> WHAT IS BEING ASKED
Nothing but an exact copy of the data should be given.

> Collected data
::::::

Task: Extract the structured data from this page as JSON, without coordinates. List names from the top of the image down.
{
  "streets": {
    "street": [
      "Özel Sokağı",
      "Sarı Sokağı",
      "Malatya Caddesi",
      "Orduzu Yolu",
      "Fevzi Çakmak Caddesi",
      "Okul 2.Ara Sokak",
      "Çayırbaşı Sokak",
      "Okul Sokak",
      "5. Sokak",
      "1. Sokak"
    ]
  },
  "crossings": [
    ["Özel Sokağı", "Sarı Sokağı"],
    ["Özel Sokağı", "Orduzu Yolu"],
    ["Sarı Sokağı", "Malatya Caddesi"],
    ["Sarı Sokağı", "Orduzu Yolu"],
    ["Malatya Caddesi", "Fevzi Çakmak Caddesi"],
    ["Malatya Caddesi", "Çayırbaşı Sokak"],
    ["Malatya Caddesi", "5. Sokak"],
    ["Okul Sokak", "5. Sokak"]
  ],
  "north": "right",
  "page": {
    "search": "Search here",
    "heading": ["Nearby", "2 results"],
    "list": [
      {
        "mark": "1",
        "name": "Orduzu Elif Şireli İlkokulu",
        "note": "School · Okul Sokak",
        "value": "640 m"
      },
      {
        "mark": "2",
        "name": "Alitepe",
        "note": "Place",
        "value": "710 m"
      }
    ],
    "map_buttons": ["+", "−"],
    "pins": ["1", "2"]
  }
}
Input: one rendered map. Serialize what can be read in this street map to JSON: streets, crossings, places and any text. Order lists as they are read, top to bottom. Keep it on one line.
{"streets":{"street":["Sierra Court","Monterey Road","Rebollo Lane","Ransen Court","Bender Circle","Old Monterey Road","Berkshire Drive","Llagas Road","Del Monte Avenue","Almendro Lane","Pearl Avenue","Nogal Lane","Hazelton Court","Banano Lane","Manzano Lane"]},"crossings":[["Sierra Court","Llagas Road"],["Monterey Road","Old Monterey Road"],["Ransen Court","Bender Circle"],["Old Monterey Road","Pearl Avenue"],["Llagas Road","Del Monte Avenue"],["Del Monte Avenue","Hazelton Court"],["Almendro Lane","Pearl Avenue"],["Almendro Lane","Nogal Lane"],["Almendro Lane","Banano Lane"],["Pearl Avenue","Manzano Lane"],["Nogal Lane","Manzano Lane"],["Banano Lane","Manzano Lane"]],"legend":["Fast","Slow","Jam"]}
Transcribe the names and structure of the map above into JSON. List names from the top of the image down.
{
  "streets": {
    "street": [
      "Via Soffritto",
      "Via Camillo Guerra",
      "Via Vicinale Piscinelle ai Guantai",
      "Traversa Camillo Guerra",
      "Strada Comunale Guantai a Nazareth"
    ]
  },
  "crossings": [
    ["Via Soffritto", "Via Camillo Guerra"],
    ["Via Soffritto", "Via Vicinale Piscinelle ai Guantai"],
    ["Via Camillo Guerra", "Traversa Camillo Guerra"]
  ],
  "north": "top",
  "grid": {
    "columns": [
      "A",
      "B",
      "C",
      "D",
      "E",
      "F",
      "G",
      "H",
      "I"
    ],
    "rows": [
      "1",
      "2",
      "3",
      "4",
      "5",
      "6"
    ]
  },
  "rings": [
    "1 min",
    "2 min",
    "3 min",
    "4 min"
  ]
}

::::::

> ANSWER FOR THE TASK
Task: Extract the structured data from this page as JSON, without coordinates. List names from the top of the image down.
{
  "streets": {
    "street": [
      "Özel Sokağı",
      "Sarı Sokağı",
      "Malatya Caddesi",
      "Orduzu Yolu",
      "Fevzi Çakmak Caddesi",
      "Okul 2.Ara Sokak",
      "Çayırbaşı Sokak",
      "Okul Sokak",
      "5. Sokak",
      "1. Sokak"
    ]
  },
  "crossings": [
    ["Özel Sokağı", "Sarı Sokağı"],
    ["Özel Sokağı", "Orduzu Yolu"],
    ["Sarı Sokağı", "Malatya Caddesi"],
    ["Sarı Sokağı", "Orduzu Yolu"],
    ["Malatya Caddesi", "Fevzi Çakmak Caddesi"],
    ["Malatya Caddesi", "Çayırbaşı Sokak"],
    ["Malatya Caddesi", "5. Sokak"],
    ["Okul Sokak", "5. Sokak"]
  ],
  "north": "right",
  "page": {
    "search": "Search here",
    "heading": ["Nearby", "2 results"],
    "list": [
      {
        "mark": "1",
        "name": "Orduzu Elif Şireli İlkokulu",
        "note": "School · Okul Sokak",
        "value": "640 m"
      },
      {
        "mark": "2",
        "name": "Alitepe",
        "note": "Place",
        "value": "710 m"
      }
    ],
    "map_buttons": ["+", "−"],
    "pins": ["1", "2"]
  }
}
Input: one rendered map. Serialize what can be read in this street map to JSON: streets, crossings, places and any text. Order lists as they are read, top to bottom. Keep it on one line.
{"streets":{"street":["Sierra Court","Monterey Road","Rebollo Lane","Ransen Court","Bender Circle","Old Monterey Road","Berkshire Drive","Llagas Road","Del Monte Avenue","Almendro Lane","Pearl Avenue","Nogal Lane","Hazelton Court","Banano Lane","Manzano Lane"]},"crossings":[["Sierra Court","Llagas Road"],["Monterey Road","Old Monterey Road"],["Ransen Court","Bender Circle"],["Old Monterey Road","Pearl Avenue"],["Llagas Road","Del Monte Avenue"],["Del Monte Avenue","Hazelton Court"],["Almendro Lane","Pearl Avenue"],["Almendro Lane","Nogal Lane"],["Almendro Lane","Banano Lane"],["Pearl Avenue","Manzano Lane"],["Nogal Lane","Manzano Lane"],["Banano Lane","Manzano Lane"]],"legend":["Fast","Slow","Jam"]}
Transcribe the names and structure of the map above into JSON. List names from the top of the image down.
{
  "streets": {
    "street": [
      "Via Soffritto",
      "Via Camillo Guerra",
      "Via Vicinale Piscinelle ai Guantai",
      "Traversa Camillo Guerra",
      "Strada Comunale Guantai a Nazareth"
    ]
  },
  "crossings": [
    ["Via Soffritto", "Via Camillo Guerra"],
    ["Via Soffritto", "Via Vicinale Piscinelle ai Guantai"],
    ["Via Camillo Guerra", "Traversa Camillo Guerra"]
  ],
  "north": "top",
  "grid": {
    "columns": [
      "A",
      "B",
      "C",
      "D",
      "E",
      "F",
      "G",
      "H",
      "I"
    ],
    "rows": [
      "1",
      "2",
      "3",
      "4",
      "5",
      "6"
    ]
  },
  "rings": [
    "1 min",
    "2 min",
    "3 min",
    "4 min"
  ]
}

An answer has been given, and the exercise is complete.